« Toute chose a son temps, on ne peut pas s’amuser toujours » écrit Guy de Maupassant, l’un des auteurs favoris d’Ophuls. Avec cette trilogie sur le drame éternel du plaisir, le cinéaste livre une œuvre extraordinairement accomplie, et tenue par de nombreux spécialistes comme la plus belle qu'il ait tournée. Le Plaisir, inspiré d’histoires contées par l’ombre de Maupassant, incarné par Jean Servais, est le plus parfait aboutissement des recherches d’Ophuls.

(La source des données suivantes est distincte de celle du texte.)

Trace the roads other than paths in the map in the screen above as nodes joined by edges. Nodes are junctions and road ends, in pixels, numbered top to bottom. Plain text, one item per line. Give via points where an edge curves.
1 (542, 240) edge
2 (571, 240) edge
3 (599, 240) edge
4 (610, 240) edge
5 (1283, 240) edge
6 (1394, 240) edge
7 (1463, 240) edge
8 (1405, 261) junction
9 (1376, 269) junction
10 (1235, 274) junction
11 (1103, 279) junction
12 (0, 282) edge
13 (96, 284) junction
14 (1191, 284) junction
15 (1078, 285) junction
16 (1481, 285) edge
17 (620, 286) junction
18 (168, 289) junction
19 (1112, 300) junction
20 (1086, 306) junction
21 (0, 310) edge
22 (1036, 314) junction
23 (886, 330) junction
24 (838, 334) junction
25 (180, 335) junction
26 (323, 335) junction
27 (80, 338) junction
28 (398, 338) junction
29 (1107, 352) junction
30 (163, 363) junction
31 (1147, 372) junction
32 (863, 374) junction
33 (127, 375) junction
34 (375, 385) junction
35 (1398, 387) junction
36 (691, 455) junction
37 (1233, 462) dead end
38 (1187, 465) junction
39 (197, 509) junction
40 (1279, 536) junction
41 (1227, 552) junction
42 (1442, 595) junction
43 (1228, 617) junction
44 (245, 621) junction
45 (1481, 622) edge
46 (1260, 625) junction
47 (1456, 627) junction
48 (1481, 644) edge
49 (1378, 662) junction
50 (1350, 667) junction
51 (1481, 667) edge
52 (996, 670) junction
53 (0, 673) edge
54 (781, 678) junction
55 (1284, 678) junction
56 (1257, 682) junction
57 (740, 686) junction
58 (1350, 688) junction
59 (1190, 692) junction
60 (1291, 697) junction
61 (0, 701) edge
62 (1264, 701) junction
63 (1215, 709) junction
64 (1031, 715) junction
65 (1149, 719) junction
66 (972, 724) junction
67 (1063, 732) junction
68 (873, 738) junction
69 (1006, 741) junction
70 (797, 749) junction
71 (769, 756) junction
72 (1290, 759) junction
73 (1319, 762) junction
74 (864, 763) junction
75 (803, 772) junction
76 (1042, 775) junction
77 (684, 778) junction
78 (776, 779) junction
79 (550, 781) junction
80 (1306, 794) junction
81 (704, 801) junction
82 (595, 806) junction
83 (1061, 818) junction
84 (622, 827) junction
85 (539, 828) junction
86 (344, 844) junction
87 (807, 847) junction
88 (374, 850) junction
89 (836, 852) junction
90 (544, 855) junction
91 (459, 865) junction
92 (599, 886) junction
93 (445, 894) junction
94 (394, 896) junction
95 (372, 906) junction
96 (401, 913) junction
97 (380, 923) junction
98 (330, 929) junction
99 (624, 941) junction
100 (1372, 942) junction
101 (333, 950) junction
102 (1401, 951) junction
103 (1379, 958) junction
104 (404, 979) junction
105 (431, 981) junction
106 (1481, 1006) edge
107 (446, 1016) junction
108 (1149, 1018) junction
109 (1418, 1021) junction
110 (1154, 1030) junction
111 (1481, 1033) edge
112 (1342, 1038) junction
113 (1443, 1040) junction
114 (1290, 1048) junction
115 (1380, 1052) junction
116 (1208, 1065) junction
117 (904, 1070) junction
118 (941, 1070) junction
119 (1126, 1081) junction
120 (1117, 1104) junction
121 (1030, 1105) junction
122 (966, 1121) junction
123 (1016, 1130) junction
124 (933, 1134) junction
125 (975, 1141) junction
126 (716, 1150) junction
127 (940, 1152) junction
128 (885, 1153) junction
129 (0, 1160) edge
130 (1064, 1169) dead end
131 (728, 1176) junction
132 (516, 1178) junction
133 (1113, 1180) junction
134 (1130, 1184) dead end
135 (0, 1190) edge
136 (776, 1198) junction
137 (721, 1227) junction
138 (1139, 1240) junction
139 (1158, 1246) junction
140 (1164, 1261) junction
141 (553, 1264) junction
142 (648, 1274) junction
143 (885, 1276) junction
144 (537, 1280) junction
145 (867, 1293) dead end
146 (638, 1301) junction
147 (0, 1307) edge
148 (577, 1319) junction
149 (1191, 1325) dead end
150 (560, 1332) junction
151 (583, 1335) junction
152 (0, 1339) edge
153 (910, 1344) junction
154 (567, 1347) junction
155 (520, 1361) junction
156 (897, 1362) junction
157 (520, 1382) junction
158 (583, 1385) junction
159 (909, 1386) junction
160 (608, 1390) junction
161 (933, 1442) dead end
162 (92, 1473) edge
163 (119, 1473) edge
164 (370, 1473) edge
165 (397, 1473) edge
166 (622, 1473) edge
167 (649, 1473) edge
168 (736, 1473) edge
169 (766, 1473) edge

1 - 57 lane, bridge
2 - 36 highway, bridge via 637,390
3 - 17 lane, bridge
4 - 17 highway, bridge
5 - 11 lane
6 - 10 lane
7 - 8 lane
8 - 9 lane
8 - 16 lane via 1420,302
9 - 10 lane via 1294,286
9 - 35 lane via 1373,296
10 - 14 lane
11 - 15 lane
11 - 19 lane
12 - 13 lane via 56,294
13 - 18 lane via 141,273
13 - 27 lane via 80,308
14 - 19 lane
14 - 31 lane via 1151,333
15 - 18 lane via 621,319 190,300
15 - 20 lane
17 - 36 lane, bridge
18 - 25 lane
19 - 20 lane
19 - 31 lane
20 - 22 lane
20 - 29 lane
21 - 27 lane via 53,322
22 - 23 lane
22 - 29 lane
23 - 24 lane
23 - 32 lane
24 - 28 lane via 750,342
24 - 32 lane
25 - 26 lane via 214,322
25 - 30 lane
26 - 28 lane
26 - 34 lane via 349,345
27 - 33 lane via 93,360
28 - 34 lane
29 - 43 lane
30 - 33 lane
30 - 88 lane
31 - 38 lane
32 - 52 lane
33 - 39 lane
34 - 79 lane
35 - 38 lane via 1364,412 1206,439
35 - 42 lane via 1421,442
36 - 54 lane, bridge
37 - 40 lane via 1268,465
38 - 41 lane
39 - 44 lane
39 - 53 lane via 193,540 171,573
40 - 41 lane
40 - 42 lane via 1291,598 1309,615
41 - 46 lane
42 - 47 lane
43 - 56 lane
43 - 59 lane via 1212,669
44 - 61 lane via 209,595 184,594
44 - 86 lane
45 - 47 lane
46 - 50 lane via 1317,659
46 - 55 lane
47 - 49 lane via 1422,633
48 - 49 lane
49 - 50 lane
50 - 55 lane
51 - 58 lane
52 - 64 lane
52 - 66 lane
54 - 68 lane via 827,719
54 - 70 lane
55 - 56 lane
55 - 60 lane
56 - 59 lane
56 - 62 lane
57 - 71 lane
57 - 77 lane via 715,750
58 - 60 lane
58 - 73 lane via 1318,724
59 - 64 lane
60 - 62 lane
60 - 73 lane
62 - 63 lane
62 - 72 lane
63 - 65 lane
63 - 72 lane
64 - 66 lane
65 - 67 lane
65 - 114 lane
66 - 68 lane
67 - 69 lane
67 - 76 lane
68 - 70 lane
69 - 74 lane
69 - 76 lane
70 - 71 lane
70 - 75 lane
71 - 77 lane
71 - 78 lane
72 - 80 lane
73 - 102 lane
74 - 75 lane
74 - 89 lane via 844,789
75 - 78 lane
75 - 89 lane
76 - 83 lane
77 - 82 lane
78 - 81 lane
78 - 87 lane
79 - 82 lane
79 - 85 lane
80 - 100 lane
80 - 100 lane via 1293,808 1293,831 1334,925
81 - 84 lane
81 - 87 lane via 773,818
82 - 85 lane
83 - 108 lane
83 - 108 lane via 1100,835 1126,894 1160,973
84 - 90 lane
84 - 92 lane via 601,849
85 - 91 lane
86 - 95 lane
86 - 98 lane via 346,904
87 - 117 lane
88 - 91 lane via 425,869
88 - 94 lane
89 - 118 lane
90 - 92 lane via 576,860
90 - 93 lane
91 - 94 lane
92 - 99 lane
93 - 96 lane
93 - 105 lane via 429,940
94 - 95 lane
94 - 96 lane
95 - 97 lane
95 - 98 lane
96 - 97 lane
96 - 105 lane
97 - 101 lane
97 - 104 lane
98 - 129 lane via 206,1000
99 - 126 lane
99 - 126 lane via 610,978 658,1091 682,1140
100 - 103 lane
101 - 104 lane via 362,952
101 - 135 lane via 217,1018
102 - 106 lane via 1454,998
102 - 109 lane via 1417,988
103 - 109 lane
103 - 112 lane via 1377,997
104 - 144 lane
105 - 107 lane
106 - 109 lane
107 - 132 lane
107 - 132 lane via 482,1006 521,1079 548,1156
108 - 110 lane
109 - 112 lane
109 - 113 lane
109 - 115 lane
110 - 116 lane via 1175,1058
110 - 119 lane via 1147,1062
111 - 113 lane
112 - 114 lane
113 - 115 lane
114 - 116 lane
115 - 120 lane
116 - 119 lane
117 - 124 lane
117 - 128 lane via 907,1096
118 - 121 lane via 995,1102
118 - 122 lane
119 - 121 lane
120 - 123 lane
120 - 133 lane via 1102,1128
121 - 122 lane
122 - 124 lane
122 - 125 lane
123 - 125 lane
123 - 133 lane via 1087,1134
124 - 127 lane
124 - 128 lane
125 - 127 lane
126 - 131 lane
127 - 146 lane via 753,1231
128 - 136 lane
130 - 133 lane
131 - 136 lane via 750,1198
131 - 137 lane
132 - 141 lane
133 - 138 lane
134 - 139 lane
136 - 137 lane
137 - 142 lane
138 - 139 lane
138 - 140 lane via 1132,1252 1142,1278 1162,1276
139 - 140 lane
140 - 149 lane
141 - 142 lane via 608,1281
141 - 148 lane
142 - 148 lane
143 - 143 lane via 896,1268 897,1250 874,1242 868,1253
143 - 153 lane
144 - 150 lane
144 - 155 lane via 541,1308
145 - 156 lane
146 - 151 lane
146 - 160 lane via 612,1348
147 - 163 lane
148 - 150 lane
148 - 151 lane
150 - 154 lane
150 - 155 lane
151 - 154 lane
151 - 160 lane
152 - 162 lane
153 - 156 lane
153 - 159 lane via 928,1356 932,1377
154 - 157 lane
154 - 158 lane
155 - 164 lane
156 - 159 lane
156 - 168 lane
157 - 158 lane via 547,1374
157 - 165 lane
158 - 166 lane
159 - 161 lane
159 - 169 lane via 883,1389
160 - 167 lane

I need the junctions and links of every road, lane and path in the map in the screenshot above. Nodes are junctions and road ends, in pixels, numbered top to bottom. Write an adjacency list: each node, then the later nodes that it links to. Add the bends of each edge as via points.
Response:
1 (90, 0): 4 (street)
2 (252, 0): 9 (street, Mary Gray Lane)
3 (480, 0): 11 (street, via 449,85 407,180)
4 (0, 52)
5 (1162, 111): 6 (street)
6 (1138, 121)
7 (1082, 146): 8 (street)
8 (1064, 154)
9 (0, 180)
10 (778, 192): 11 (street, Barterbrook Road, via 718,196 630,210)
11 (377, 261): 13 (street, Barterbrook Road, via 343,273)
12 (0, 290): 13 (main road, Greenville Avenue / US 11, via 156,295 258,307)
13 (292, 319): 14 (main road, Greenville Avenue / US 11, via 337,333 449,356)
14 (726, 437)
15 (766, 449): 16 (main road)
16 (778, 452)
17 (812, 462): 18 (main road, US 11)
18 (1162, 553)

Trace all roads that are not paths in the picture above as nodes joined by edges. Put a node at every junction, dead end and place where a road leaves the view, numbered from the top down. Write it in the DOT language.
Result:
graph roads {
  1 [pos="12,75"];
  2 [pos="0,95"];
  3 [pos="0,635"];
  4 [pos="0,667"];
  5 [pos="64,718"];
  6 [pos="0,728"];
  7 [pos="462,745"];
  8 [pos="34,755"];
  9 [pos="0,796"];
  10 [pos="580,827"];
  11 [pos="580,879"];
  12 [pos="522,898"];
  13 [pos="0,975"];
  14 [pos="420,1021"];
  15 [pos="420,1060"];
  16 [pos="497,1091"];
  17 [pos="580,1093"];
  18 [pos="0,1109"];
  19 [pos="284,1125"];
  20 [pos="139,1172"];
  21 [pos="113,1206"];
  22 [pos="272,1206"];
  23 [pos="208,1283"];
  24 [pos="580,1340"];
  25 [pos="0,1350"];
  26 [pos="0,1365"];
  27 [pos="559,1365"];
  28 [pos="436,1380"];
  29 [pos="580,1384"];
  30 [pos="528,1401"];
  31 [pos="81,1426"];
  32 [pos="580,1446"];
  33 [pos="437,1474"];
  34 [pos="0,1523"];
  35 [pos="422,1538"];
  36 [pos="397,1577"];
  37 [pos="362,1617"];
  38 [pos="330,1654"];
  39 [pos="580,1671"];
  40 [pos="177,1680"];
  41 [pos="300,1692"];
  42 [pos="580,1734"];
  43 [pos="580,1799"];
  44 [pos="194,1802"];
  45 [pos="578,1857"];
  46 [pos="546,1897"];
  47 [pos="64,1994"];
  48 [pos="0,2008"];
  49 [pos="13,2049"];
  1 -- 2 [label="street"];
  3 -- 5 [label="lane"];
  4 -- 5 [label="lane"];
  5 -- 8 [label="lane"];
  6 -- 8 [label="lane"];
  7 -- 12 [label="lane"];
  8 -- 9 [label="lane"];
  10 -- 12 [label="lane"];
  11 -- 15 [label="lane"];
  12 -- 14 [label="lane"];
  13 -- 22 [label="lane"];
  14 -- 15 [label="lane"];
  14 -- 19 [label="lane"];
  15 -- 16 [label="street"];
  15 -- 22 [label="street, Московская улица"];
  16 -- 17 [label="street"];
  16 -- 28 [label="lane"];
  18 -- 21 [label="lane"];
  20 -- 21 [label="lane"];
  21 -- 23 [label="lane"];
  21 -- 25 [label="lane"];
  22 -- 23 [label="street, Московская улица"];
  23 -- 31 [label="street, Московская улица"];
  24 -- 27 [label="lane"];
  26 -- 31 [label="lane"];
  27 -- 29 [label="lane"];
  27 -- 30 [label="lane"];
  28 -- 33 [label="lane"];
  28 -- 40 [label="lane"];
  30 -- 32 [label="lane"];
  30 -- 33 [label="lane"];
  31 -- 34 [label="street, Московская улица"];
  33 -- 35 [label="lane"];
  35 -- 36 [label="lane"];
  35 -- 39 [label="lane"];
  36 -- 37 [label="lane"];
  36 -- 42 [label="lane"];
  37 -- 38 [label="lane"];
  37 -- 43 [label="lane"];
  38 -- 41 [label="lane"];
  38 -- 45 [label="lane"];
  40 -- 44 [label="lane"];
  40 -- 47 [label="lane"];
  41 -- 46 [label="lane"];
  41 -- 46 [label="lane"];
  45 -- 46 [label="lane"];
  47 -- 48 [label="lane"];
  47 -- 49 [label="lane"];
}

« La plus belle scène de toute l’œuvre est sans doute celle où Gabin, après le départ des filles de la maison Tellier, s’en retourne mélancoliquement chez lui, dans un mouvement d’une lenteur inhabituelle et qui paraît vouloir prolonger à l’infini l’éphémère. » (Noël Herpe, 1895 n° 34-35, octobre 2001).Tout Ophuls est là. On retrouve la plénitude déjà ressentie dans Lettre d’une inconnue. Le Masque, La Maison Tellier et Le Modèle sont les trois volets de la même question : par-delà ce visage que l’homme interroge dans le miroir et par-delà le miroir lui-même, qu’y a-t-il ? De l’avis de Jean-Luc Godard, « chaque volet, même séparé des autres, resterait beau. Il n’empêche qu’il vaut mieux le voir en entier. Que serait le plaisir sans l’amour et la mort ? » La leçon prolonge celle de La Ronde : à tout âge, le plaisir est facile, mais contrecarre souvent le bonheur. La légendaire conclusion : « Le bonheur n’est pas gai », ne dit rien de la tourbillonnante folie du film. Pour Barthélemy Amengual, « la caméra d’Ophuls ne craint pas les vertiges » (Du réalisme au cinéma, Nathan).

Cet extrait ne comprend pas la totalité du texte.